Collected data entries
★ ★ ★ ★ ★
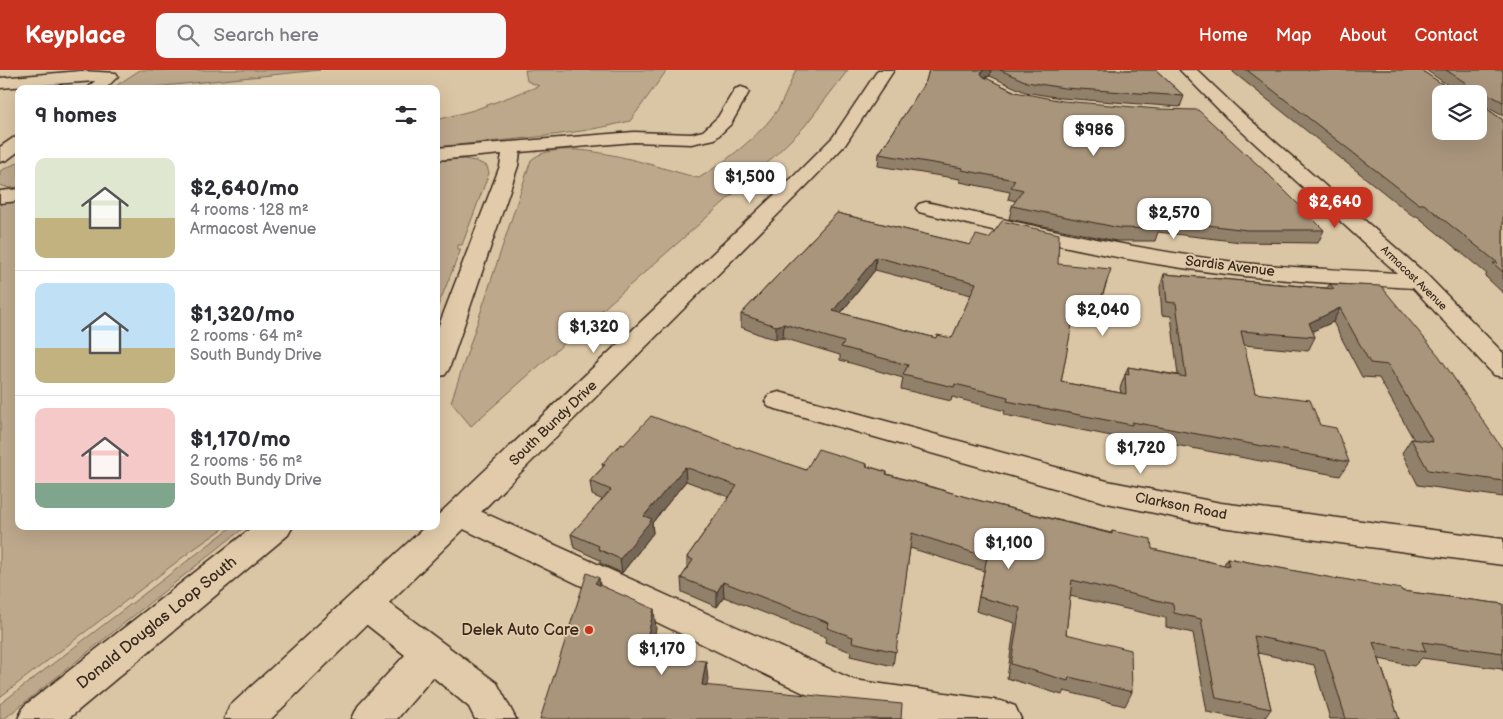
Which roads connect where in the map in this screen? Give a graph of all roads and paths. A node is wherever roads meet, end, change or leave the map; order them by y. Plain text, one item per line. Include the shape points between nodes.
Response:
1 (886, 70) edge
2 (1188, 70) edge
3 (114, 73) edge
4 (0, 83) edge
5 (100, 85) edge
6 (741, 92) dead end
7 (1210, 114) dead end
8 (1232, 114) junction
9 (15, 145) edge
10 (512, 147) junction
11 (440, 154) edge
12 (0, 156) edge
13 (15, 195) edge
14 (0, 197) edge
15 (926, 208) dead end
16 (1420, 281) junction
17 (440, 358) edge
18 (1503, 369) edge
19 (779, 402) dead end
20 (460, 514) junction
21 (272, 530) edge
22 (1503, 552) edge
23 (365, 604) junction
24 (430, 653) junction
25 (38, 719) edge
26 (244, 719) edge
27 (372, 719) edge
28 (496, 719) edge
29 (1001, 719) edge

1 - 20 street, South Bundy Drive via 839,141
2 - 8 street, Armacost Avenue
3 - 4 street
3 - 5 street
6 - 10 street via 725,120 709,135 691,139 634,137
7 - 8 street
8 - 16 street, Armacost Avenue
9 - 12 street
10 - 11 street
10 - 17 street via 509,166
13 - 14 street
15 - 16 street, Sardis Avenue via 1072,242 1189,262 1280,273
16 - 18 street, Armacost Avenue
19 - 22 street, Clarkson Road via 1107,492 1221,515
20 - 23 street, South Bundy Drive
20 - 29 street via 851,697
21 - 25 street, Donald Douglas Loop South
23 - 24 street
23 - 26 street, South Bundy Drive
24 - 27 street
24 - 28 street via 483,695

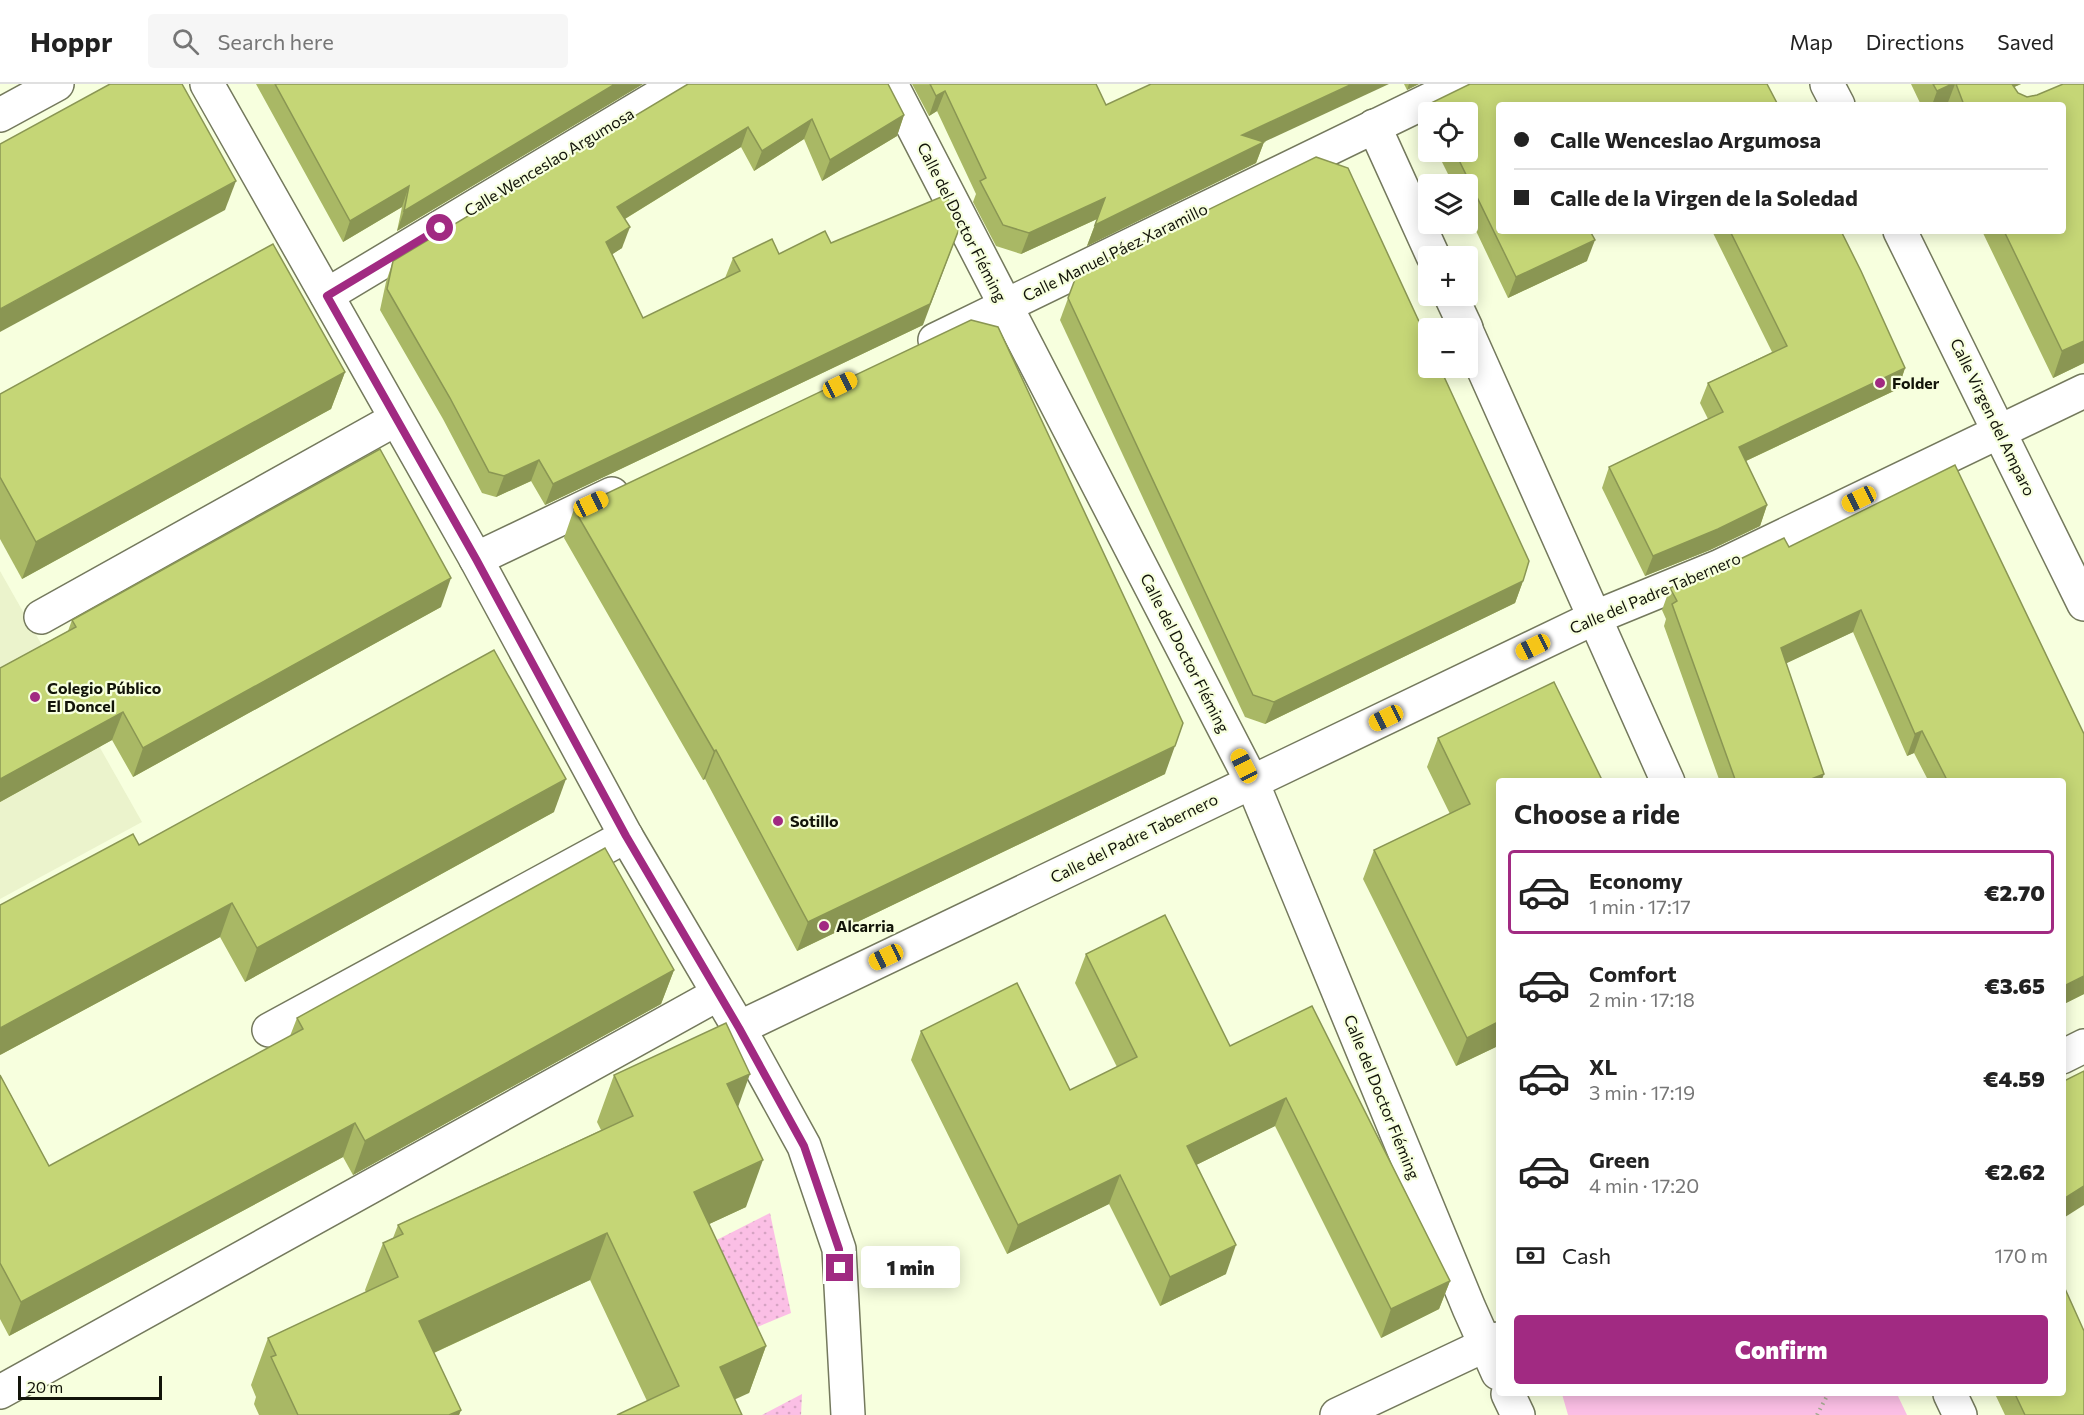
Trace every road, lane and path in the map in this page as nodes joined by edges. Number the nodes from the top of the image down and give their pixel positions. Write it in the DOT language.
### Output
graph roads {
  1 [pos="57,84"];
  2 [pos="207,84"];
  3 [pos="679,84"];
  4 [pos="891,84"];
  5 [pos="1462,84"];
  6 [pos="1827,84"];
  7 [pos="1836,102"];
  8 [pos="0,115"];
  9 [pos="1374,126"];
  10 [pos="1902,234"];
  11 [pos="1428,246"];
  12 [pos="327,296"];
  13 [pos="1006,306"];
  14 [pos="910,351"];
  15 [pos="1478,356"];
  16 [pos="2084,391"];
  17 [pos="396,419"];
  18 [pos="2000,431"];
  19 [pos="635,483"];
  20 [pos="476,559"];
  21 [pos="2084,604"];
  22 [pos="41,617"];
  23 [pos="1596,617"];
  24 [pos="1666,778"];
  25 [pos="1252,782"];
  26 [pos="626,836"];
  27 [pos="718,994"];
  28 [pos="739,1028"];
  29 [pos="269,1030"];
  30 [pos="2084,1046"];
  31 [pos="2066,1055"];
  32 [pos="1494,1353"];
  33 [pos="0,1392"];
  34 [pos="1509,1396"];
  35 [pos="1827,1396"];
  36 [pos="1951,1396"];
  37 [pos="848,1415"];
  38 [pos="1337,1415"];
  39 [pos="1518,1415"];
  40 [pos="1817,1415"];
  41 [pos="1960,1415"];
  1 -- 8 [label="street"];
  2 -- 12 [label="street"];
  3 -- 12 [label="street, Calle Wenceslao Argumosa"];
  4 -- 13 [label="street, Calle del Doctor Fléming"];
  5 -- 9 [label="street, Calle Manuel Páez Xaramillo"];
  6 -- 7 [label="street"];
  9 -- 11 [label="street"];
  9 -- 13 [label="street, Calle Manuel Páez Xaramillo"];
  10 -- 18 [label="street, Calle Virgen del Amparo"];
  12 -- 17 [label="street"];
  13 -- 14 [label="street, Calle Manuel Páez Xaramillo"];
  13 -- 25 [label="street, Calle del Doctor Fléming"];
  15 -- 23 [label="street"];
  16 -- 18 [label="street, Calle del Padre Tabernero"];
  17 -- 20 [label="street"];
  17 -- 22 [label="street"];
  18 -- 21 [label="street, Calle Virgen del Amparo"];
  18 -- 23 [label="street, Calle del Padre Tabernero"];
  19 -- 20 [label="street"];
  20 -- 26 [label="street"];
  23 -- 24 [label="street"];
  23 -- 25 [label="street, Calle del Padre Tabernero"];
  25 -- 28 [label="street, Calle del Padre Tabernero"];
  25 -- 32 [label="street, Calle del Doctor Fléming"];
  26 -- 27 [label="street"];
  26 -- 29 [label="street"];
  27 -- 28 [label="street"];
  27 -- 33 [label="street"];
  28 -- 37 [label="street"];
  30 -- 31 [label="street"];
  32 -- 38 [label="street"];
  34 -- 39 [label="street"];
  35 -- 40 [label="path"];
  36 -- 41 [label="street"];
}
★ ★ ★ ★ ★
> **Description of the task**:
Copy every record exactly, dropping the images.

> **Solution**:
Which roads connect where in the map in this screen? Give a graph of all roads and paths. A node is wherever roads meet, end, change or leave the map; order them by y. Plain text, one item per line. Include the shape points between nodes.
Response:
1 (886, 70) edge
2 (1188, 70) edge
3 (114, 73) edge
4 (0, 83) edge
5 (100, 85) edge
6 (741, 92) dead end
7 (1210, 114) dead end
8 (1232, 114) junction
9 (15, 145) edge
10 (512, 147) junction
11 (440, 154) edge
12 (0, 156) edge
13 (15, 195) edge
14 (0, 197) edge
15 (926, 208) dead end
16 (1420, 281) junction
17 (440, 358) edge
18 (1503, 369) edge
19 (779, 402) dead end
20 (460, 514) junction
21 (272, 530) edge
22 (1503, 552) edge
23 (365, 604) junction
24 (430, 653) junction
25 (38, 719) edge
26 (244, 719) edge
27 (372, 719) edge
28 (496, 719) edge
29 (1001, 719) edge

1 - 20 street, South Bundy Drive via 839,141
2 - 8 street, Armacost Avenue
3 - 4 street
3 - 5 street
6 - 10 street via 725,120 709,135 691,139 634,137
7 - 8 street
8 - 16 street, Armacost Avenue
9 - 12 street
10 - 11 street
10 - 17 street via 509,166
13 - 14 street
15 - 16 street, Sardis Avenue via 1072,242 1189,262 1280,273
16 - 18 street, Armacost Avenue
19 - 22 street, Clarkson Road via 1107,492 1221,515
20 - 23 street, South Bundy Drive
20 - 29 street via 851,697
21 - 25 street, Donald Douglas Loop South
23 - 24 street
23 - 26 street, South Bundy Drive
24 - 27 street
24 - 28 street via 483,695

Trace every road, lane and path in the map in this page as nodes joined by edges. Number the nodes from the top of the image down and give their pixel positions. Write it in the DOT language.
### Output
graph roads {
  1 [pos="57,84"];
  2 [pos="207,84"];
  3 [pos="679,84"];
  4 [pos="891,84"];
  5 [pos="1462,84"];
  6 [pos="1827,84"];
  7 [pos="1836,102"];
  8 [pos="0,115"];
  9 [pos="1374,126"];
  10 [pos="1902,234"];
  11 [pos="1428,246"];
  12 [pos="327,296"];
  13 [pos="1006,306"];
  14 [pos="910,351"];
  15 [pos="1478,356"];
  16 [pos="2084,391"];
  17 [pos="396,419"];
  18 [pos="2000,431"];
  19 [pos="635,483"];
  20 [pos="476,559"];
  21 [pos="2084,604"];
  22 [pos="41,617"];
  23 [pos="1596,617"];
  24 [pos="1666,778"];
  25 [pos="1252,782"];
  26 [pos="626,836"];
  27 [pos="718,994"];
  28 [pos="739,1028"];
  29 [pos="269,1030"];
  30 [pos="2084,1046"];
  31 [pos="2066,1055"];
  32 [pos="1494,1353"];
  33 [pos="0,1392"];
  34 [pos="1509,1396"];
  35 [pos="1827,1396"];
  36 [pos="1951,1396"];
  37 [pos="848,1415"];
  38 [pos="1337,1415"];
  39 [pos="1518,1415"];
  40 [pos="1817,1415"];
  41 [pos="1960,1415"];
  1 -- 8 [label="street"];
  2 -- 12 [label="street"];
  3 -- 12 [label="street, Calle Wenceslao Argumosa"];
  4 -- 13 [label="street, Calle del Doctor Fléming"];
  5 -- 9 [label="street, Calle Manuel Páez Xaramillo"];
  6 -- 7 [label="street"];
  9 -- 11 [label="street"];
  9 -- 13 [label="street, Calle Manuel Páez Xaramillo"];
  10 -- 18 [label="street, Calle Virgen del Amparo"];
  12 -- 17 [label="street"];
  13 -- 14 [label="street, Calle Manuel Páez Xaramillo"];
  13 -- 25 [label="street, Calle del Doctor Fléming"];
  15 -- 23 [label="street"];
  16 -- 18 [label="street, Calle del Padre Tabernero"];
  17 -- 20 [label="street"];
  17 -- 22 [label="street"];
  18 -- 21 [label="street, Calle Virgen del Amparo"];
  18 -- 23 [label="street, Calle del Padre Tabernero"];
  19 -- 20 [label="street"];
  20 -- 26 [label="street"];
  23 -- 24 [label="street"];
  23 -- 25 [label="street, Calle del Padre Tabernero"];
  25 -- 28 [label="street, Calle del Padre Tabernero"];
  25 -- 32 [label="street, Calle del Doctor Fléming"];
  26 -- 27 [label="street"];
  26 -- 29 [label="street"];
  27 -- 28 [label="street"];
  27 -- 33 [label="street"];
  28 -- 37 [label="street"];
  30 -- 31 [label="street"];
  32 -- 38 [label="street"];
  34 -- 39 [label="street"];
  35 -- 40 [label="path"];
  36 -- 41 [label="street"];
}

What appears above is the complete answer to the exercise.